Scratch behavior of polycarbonate by Rockwell C diamond indenter under progressive loading.

Rockwell C diamond indenter with a spherical tip of radius of 108 μm was used to slide on bulk polycarbonate under linearly increasing normal load from 5 mN to 20 N in order to investigate deformation and damage of ductile polymers during scratching. The peak value of the ratio of residual depth over penetration depth corresponds to a critical normal load, which can be used as the piecewise point for the subsection functions describing variation of tangential load, penetration depth and residual depth with normal load. The true adhesion interfacial friction coefficient was found to be 0.3 for contact between PC and diamond by three-dimensional model. Residual groove widths were found to be proportional to the square root of normal load, and provided useful information to characterize the radius of spherical tip. Values of fracture toughness of PC obtained by scratch-based methodologies under sufficiently large normal loads associated with brittle fracture and crack plane, are in excellent agreement with literature values.
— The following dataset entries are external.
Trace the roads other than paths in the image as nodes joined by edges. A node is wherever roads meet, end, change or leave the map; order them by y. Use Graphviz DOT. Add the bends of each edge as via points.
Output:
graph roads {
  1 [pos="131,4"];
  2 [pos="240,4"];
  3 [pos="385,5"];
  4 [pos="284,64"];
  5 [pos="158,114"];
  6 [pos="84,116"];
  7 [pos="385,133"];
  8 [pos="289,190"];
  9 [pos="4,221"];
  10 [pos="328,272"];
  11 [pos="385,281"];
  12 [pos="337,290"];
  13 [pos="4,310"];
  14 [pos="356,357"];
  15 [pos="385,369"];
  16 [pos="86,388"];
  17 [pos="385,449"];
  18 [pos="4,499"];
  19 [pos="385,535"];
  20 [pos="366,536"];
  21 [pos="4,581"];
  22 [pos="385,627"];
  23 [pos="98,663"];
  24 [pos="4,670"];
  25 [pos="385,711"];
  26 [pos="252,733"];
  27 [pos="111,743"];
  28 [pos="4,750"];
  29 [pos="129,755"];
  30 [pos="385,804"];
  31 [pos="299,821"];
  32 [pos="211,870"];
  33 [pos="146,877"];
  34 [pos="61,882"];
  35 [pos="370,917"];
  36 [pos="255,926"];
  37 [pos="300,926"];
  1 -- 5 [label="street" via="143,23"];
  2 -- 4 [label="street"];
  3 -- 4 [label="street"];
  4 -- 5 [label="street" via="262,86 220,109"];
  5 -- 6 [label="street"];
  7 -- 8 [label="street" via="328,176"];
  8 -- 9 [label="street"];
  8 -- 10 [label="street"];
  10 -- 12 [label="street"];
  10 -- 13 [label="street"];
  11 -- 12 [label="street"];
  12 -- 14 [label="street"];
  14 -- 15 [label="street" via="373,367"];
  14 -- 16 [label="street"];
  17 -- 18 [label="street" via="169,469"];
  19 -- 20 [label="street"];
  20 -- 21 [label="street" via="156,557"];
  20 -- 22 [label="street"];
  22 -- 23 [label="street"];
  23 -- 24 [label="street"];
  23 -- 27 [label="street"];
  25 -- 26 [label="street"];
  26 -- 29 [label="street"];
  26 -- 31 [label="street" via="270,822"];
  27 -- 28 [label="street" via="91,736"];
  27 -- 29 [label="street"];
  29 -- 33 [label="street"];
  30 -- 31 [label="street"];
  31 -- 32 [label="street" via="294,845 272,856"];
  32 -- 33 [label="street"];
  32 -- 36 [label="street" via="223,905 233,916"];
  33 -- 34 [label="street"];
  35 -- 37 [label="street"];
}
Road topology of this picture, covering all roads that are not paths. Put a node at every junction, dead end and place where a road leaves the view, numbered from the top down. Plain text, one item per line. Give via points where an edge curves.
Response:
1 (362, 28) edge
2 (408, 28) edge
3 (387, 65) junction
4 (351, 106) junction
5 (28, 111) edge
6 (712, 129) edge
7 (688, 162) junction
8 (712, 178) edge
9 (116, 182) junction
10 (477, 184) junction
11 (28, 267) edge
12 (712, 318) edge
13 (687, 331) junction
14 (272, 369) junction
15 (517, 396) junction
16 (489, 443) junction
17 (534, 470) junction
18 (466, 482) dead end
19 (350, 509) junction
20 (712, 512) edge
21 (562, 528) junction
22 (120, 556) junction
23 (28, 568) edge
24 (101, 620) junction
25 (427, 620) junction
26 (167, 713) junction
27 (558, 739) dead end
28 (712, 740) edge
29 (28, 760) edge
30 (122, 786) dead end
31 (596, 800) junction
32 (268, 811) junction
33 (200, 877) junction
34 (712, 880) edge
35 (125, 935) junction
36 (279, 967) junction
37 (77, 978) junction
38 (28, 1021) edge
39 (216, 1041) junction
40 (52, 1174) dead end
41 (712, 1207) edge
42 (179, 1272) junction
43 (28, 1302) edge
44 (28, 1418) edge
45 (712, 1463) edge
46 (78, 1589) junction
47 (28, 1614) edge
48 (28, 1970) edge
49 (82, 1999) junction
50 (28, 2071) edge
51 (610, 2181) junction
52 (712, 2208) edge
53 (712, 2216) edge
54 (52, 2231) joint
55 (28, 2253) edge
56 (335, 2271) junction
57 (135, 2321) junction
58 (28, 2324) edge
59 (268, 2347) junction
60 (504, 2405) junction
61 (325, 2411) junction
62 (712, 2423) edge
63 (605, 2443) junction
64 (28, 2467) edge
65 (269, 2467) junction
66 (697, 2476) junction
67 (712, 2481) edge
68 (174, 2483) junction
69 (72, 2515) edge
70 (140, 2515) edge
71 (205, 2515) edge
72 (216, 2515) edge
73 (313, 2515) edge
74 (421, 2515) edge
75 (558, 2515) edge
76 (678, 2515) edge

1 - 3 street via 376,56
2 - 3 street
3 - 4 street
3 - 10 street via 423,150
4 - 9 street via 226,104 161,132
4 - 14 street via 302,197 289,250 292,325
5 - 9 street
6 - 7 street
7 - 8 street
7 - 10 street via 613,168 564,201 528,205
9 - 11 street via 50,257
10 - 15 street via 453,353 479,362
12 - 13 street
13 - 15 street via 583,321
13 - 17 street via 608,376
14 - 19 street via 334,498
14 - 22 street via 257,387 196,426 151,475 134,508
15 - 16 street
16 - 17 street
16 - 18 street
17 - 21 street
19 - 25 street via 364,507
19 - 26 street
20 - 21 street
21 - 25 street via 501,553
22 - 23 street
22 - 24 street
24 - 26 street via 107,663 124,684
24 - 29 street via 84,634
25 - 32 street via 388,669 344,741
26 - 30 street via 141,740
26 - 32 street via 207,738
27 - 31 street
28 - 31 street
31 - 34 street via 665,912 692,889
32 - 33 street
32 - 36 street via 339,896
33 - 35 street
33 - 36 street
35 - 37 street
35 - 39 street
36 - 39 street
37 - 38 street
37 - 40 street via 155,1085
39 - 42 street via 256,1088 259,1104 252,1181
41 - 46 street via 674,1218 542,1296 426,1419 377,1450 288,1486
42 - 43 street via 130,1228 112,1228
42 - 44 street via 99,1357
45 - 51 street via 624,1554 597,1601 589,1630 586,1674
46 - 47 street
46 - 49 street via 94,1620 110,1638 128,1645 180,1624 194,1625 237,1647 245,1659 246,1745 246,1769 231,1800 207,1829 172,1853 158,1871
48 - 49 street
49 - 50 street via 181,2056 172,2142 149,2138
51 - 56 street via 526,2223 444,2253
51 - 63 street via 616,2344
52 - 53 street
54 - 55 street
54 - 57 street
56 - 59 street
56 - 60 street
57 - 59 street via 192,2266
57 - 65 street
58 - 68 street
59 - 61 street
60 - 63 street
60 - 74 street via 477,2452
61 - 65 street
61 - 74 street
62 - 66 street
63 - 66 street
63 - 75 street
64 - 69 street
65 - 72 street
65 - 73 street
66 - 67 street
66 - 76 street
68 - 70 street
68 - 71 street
The material is under triaxial compressive stress state, making the flow and shear stresses much larger than the ones for uniaxial tensile test. • True adhesion friction coefficient can be obtained by three-dimensional model rather than two-dimensional model. • Fracture toughness of polycarbonate can be measured by scratch-based methodologies. • Scratch-based approaches of assessing fracture toughness of PC are only applicable under large loads. • The radius of spherical tip can be characterized by residual scratch groove widths. • Flow and shear stresses during scratching are larger than the ones for uniaxial tension. [ABSTRACT FROM AUTHOR]